--- THE TASK ---
Report each line of the entries that includes "name" by copying it.

--- AVAILABLE DATA ---

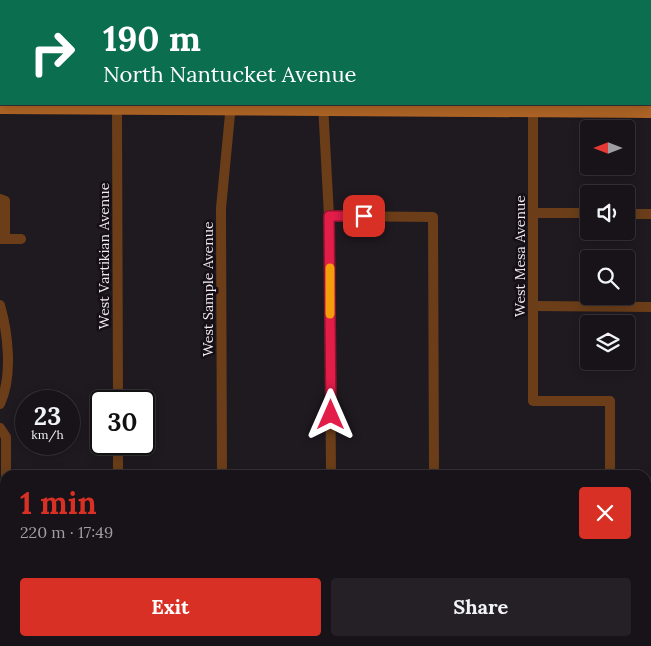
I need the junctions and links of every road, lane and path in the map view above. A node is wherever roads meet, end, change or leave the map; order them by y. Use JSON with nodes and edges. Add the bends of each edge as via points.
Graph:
{"nodes":[{"id":1,"x":50,"y":106,"type":"edge"},
{"id":2,"x":141,"y":107,"type":"edge"},
{"id":3,"x":231,"y":107,"type":"edge"},
{"id":4,"x":323,"y":107,"type":"edge"},
{"id":5,"x":0,"y":108,"type":"edge"},
{"id":6,"x":425,"y":108,"type":"edge"},
{"id":7,"x":117,"y":110,"type":"junction"},
{"id":8,"x":533,"y":112,"type":"junction"},
{"id":9,"x":651,"y":112,"type":"edge"},
{"id":10,"x":0,"y":199,"type":"edge"},
{"id":11,"x":534,"y":213,"type":"junction"},
{"id":12,"x":580,"y":213,"type":"edge"},
{"id":13,"x":635,"y":214,"type":"edge"},
{"id":14,"x":651,"y":214,"type":"edge"},
{"id":15,"x":329,"y":216,"type":"junction"},
{"id":16,"x":3,"y":220,"type":"edge"},
{"id":17,"x":3,"y":239,"type":"edge"},
{"id":18,"x":21,"y":239,"type":"dead end"},
{"id":19,"x":0,"y":305,"type":"edge"},
{"id":20,"x":534,"y":306,"type":"junction"},
{"id":21,"x":651,"y":307,"type":"edge"},
{"id":22,"x":3,"y":373,"type":"edge"},
{"id":23,"x":118,"y":390,"type":"edge"},
{"id":24,"x":0,"y":404,"type":"edge"},
{"id":25,"x":0,"y":428,"type":"edge"},
{"id":26,"x":118,"y":455,"type":"edge"},
{"id":27,"x":6,"y":470,"type":"edge"},
{"id":28,"x":118,"y":470,"type":"edge"},
{"id":29,"x":222,"y":470,"type":"edge"},
{"id":30,"x":331,"y":470,"type":"edge"},
{"id":31,"x":434,"y":470,"type":"edge"},
{"id":32,"x":610,"y":470,"type":"edge"}],
"edges":[{"from":1,"to":5,"type":"main road"},
{"from":1,"to":7,"type":"main road"},
{"from":2,"to":3,"type":"main road"},
{"from":2,"to":7,"type":"main road"},
{"from":3,"to":4,"type":"main road"},
{"from":3,"to":29,"type":"street","name":"West Sample Avenue","via":[[221,208]]},
{"from":4,"to":6,"type":"main road"},
{"from":4,"to":15,"type":"street"},
{"from":6,"to":8,"type":"main road"},
{"from":7,"to":23,"type":"street","name":"West Vartikian Avenue"},
{"from":8,"to":9,"type":"main road"},
{"from":8,"to":11,"type":"street","name":"West Mesa Avenue"},
{"from":10,"to":16,"type":"street","via":[[5,201]]},
{"from":11,"to":12,"type":"street"},
{"from":11,"to":20,"type":"street","name":"West Mesa Avenue"},
{"from":13,"to":14,"type":"street"},
{"from":15,"to":30,"type":"street"},
{"from":15,"to":31,"type":"street","via":[[433,217]]},
{"from":16,"to":17,"type":"street"},
{"from":17,"to":18,"type":"street"},
{"from":19,"to":22,"type":"street","via":[[6,346]]},
{"from":20,"to":21,"type":"street"},
{"from":20,"to":32,"type":"street","name":"West Mesa Avenue","via":[[533,401],[610,401]]},
{"from":22,"to":24,"type":"street","via":[[6,385]]},
{"from":25,"to":27,"type":"street","via":[[6,437]]},
{"from":26,"to":28,"type":"street"}]}
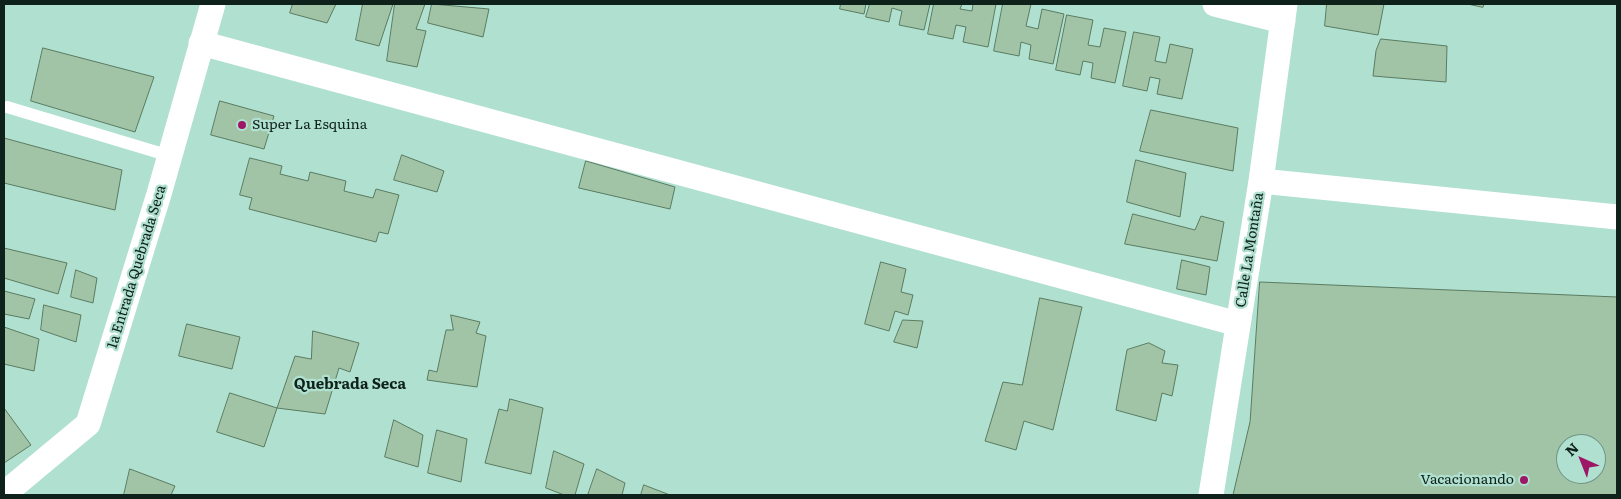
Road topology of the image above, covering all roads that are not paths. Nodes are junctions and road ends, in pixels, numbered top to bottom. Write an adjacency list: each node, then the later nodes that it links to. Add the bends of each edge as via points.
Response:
1 (213, 4): 4 (street, 1a Entrada Quebrada Seca)
2 (1215, 4): 3 (street)
3 (1284, 12): 7 (street, Calle La Montaña)
4 (201, 43): 6 (street, 1a Entrada Quebrada Seca); 9 (street)
5 (8, 107): 6 (lane)
6 (170, 156): 10 (street, 1a Entrada Quebrada Seca, via 88,424)
7 (1261, 181): 8 (street); 9 (street, Calle La Montaña)
8 (1617, 217)
9 (1238, 324): 11 (street, Calle La Montaña)
10 (4, 494)
11 (1211, 495)

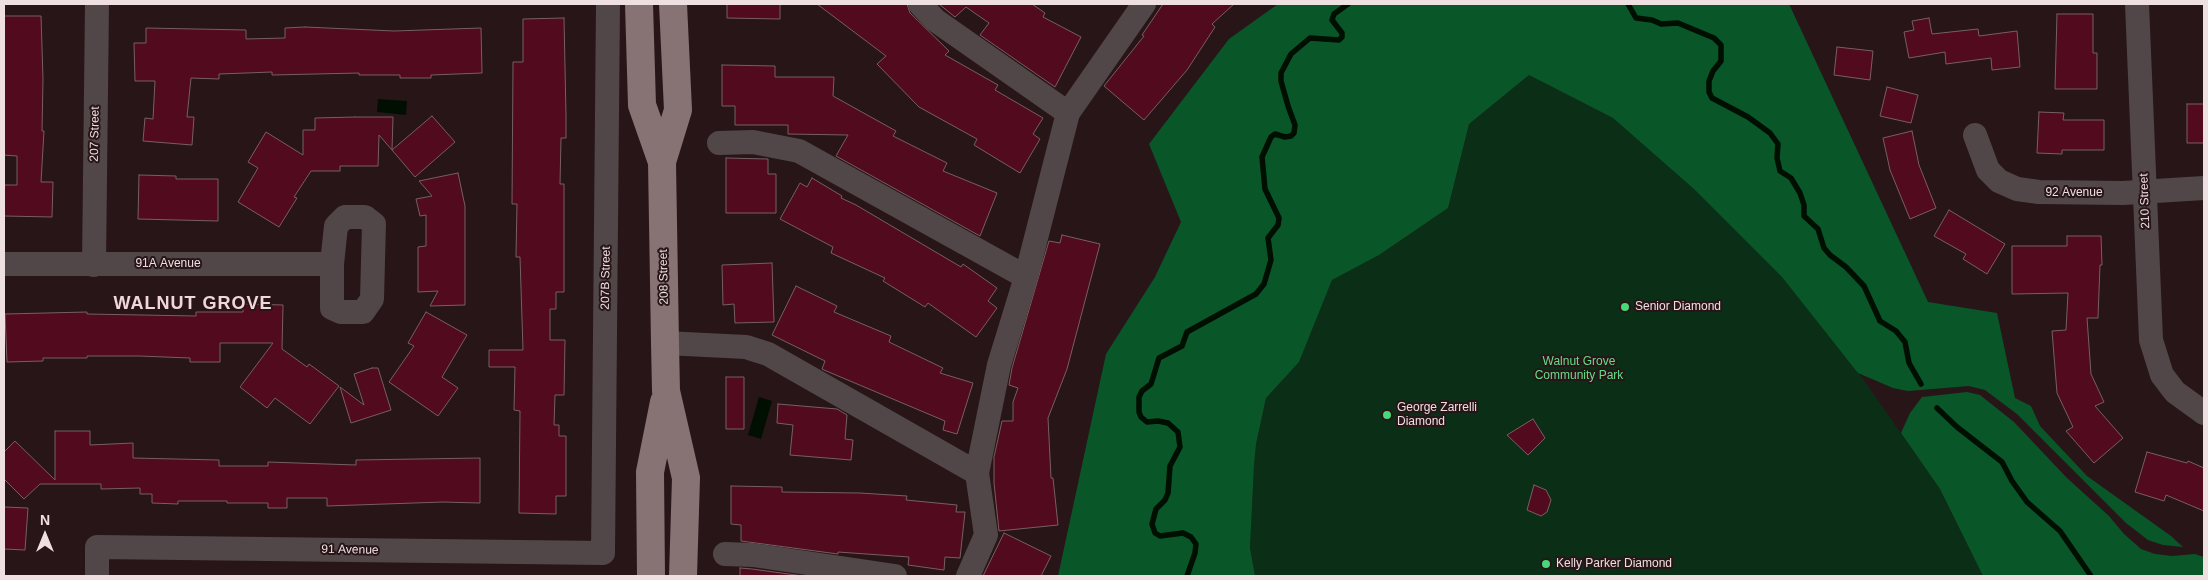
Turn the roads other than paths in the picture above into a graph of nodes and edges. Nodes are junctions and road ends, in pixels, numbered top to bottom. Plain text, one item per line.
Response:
1 (97, 4) edge
2 (608, 4) edge
3 (639, 4) edge
4 (673, 4) edge
5 (920, 4) edge
6 (1144, 4) edge
7 (2137, 4) edge
8 (1068, 113) junction
9 (1975, 135) dead end
10 (719, 143) dead end
11 (662, 162) junction
12 (2204, 188) edge
13 (2146, 192) junction
14 (4, 264) edge
15 (332, 264) dead end
16 (94, 265) junction
17 (1026, 277) junction
18 (665, 343) junction
19 (666, 391) junction
20 (2204, 413) edge
21 (977, 473) junction
22 (603, 553) joint
23 (725, 554) dead end
24 (97, 576) edge
25 (651, 576) edge
26 (683, 576) edge
27 (896, 576) edge
28 (968, 576) edge

1 - 16 street, 207 Street
2 - 22 street, 207B Street
3 - 11 main road, 208 Street
4 - 11 main road, 208 Street
5 - 8 street
6 - 8 street
7 - 13 street, 210 Street
8 - 17 street
9 - 13 street, 92 Avenue
10 - 17 street
11 - 18 main road, 208 Street
12 - 13 street, 92 Avenue
13 - 20 street, 210 Street
14 - 16 street, 91A Avenue
15 - 16 street, 91A Avenue
17 - 21 street
18 - 19 main road, 208 Street
18 - 21 street
19 - 25 main road, 208 Street
19 - 26 main road, 208 Street
21 - 28 street
22 - 24 street, 91 Avenue
23 - 27 street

--- EXERCISE SOLUTION ---
{"from":3,"to":29,"type":"street","name":"West Sample Avenue","via":[[221,208]]},
{"from":7,"to":23,"type":"street","name":"West Vartikian Avenue"},
{"from":8,"to":11,"type":"street","name":"West Mesa Avenue"},
{"from":11,"to":20,"type":"street","name":"West Mesa Avenue"},
{"from":20,"to":32,"type":"street","name":"West Mesa Avenue","via":[[533,401],[610,401]]},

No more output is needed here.